Wednesday, June 17, 2009
When the Government Runs Health Insurance
President Obama’s announcement on Saturday that he was proposing an additional $313 billion in Medicare and Medicaid cuts over ten years — on top of the $309 billion in his 2010 budget — is noteworthy for a couple of reasons, despite the meager coverage it has gotten in most newspapers.
For starters, there’s the sheer hypocrisy of it all (see this and this). Recall that then-Senator Obama based his final push for the presidency in October 2008 largely on a coordinated attack on the health-care plan put forward by his Republican opponent, Sen. John McCain. Senator Obama told Americans that the McCain plan would be bad for the country because it would tax employer-paid health benefits “for the first time in history” and impose damaging Medicare cuts to partially pay for the costs of the tax credits McCain was offering.
Well, guess what?
President Obama is now all in for massive Medicare cuts, and he’s changed his tune on taxing health benefits too.
The Obama plan to cut Medicare’s reimbursement rates should be exhibit A in the case against ObamaCare.

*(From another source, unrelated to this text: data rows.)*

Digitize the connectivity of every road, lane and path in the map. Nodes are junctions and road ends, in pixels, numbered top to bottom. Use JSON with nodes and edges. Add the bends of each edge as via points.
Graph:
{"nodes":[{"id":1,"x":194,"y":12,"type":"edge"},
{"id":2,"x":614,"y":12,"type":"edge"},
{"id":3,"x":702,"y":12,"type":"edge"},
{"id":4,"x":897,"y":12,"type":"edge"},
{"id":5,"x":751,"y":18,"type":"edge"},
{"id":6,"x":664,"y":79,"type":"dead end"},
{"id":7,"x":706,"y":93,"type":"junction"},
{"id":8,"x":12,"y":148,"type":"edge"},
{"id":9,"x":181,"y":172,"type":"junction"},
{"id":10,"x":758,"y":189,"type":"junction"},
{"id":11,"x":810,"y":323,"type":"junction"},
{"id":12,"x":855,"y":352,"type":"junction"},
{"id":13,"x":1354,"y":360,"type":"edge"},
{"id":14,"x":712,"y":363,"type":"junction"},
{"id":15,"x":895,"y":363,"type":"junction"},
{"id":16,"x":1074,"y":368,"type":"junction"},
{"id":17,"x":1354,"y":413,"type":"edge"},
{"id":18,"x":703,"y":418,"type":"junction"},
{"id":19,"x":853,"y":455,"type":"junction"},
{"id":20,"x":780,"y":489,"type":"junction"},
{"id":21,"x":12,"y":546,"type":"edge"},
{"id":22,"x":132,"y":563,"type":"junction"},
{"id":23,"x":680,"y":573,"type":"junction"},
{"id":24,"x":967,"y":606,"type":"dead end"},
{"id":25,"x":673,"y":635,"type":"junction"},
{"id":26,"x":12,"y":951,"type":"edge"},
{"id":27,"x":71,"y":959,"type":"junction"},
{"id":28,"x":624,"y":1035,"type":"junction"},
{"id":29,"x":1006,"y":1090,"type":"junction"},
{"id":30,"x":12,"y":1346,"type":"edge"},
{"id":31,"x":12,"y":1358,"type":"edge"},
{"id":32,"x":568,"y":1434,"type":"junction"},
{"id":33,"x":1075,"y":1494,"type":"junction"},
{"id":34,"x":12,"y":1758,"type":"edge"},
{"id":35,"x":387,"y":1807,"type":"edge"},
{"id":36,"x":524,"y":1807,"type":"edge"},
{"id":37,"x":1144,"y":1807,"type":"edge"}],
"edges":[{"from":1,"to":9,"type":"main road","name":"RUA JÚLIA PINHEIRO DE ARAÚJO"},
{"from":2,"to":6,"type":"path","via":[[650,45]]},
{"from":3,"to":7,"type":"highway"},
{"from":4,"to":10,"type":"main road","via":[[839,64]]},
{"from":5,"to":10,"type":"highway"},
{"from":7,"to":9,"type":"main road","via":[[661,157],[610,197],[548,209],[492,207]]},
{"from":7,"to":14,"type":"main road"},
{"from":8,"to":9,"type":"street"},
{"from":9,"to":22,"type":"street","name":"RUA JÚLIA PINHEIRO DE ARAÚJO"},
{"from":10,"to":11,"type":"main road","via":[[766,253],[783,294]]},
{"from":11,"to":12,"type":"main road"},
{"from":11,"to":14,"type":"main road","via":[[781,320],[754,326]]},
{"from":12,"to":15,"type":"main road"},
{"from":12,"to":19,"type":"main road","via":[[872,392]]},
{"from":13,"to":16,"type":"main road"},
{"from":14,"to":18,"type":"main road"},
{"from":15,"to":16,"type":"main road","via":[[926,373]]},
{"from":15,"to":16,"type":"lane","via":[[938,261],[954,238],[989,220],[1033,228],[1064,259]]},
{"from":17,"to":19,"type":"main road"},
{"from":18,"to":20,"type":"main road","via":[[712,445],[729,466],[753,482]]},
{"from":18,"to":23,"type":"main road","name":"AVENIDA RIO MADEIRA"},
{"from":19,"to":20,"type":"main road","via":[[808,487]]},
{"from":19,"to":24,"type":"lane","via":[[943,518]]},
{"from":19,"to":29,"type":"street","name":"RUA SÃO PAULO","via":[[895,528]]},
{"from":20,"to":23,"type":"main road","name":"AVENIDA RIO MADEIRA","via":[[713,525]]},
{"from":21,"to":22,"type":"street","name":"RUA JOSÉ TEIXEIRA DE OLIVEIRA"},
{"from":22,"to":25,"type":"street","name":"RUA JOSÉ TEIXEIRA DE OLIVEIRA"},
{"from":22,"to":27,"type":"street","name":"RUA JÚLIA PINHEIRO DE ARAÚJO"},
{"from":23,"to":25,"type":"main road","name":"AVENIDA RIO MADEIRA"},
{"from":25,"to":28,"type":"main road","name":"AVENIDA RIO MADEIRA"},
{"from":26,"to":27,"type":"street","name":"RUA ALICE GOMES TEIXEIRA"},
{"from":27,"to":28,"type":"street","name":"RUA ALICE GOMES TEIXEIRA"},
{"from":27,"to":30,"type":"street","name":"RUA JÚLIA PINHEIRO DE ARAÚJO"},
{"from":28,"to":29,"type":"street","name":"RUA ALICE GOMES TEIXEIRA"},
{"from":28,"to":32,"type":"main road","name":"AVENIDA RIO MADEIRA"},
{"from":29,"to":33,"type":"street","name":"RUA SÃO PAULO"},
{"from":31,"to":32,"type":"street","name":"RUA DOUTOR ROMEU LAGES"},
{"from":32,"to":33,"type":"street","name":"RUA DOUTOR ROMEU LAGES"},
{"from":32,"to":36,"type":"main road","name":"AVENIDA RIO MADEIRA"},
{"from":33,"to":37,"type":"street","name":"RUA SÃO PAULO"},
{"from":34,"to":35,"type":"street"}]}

This is what governments do when they run health-insurance plans. They promise targeted “reforms” to root out waste and inefficiency, but what they actually deliver is indiscriminate, across-the-board price controls that do nothing to change the underlying cost structure of health-care. These cuts won’t “bend the cost-curve”; they will simply further widen the gap between public and private payment rates, thus shifting more of the costs to private premium payers.
President Obama and his aides have talked incessantly about how they want to even out regional disparities in spending that don’t produce better health outcomes. The emphasis should be on quality, not quantity. But their actual proposals make no such distinctions. The highest quality, lowest cost hospitals will get cut just as much as the highest cost, lowest quality hospitals. There’s no purchasing of “value.” It’s reimbursement cuts for everyone, no matter how well or badly they treat patients.
None of this should be surprising, though. The idea that the government could hire a bunch of analysts to run the U.S. health-care system from Washington with precise and painless efficiency was always a fiction. The only reliable and lasting way to drive greater efficiency in health-care is with cost-conscious consumers in a reformed marketplace. Absent that, the government will always resort to arbitrary cost-cutting to meet budget targets, with no distinction made between high-value and low-value care. And with price cuts come waiting lists and queues. Call it ObamaCare.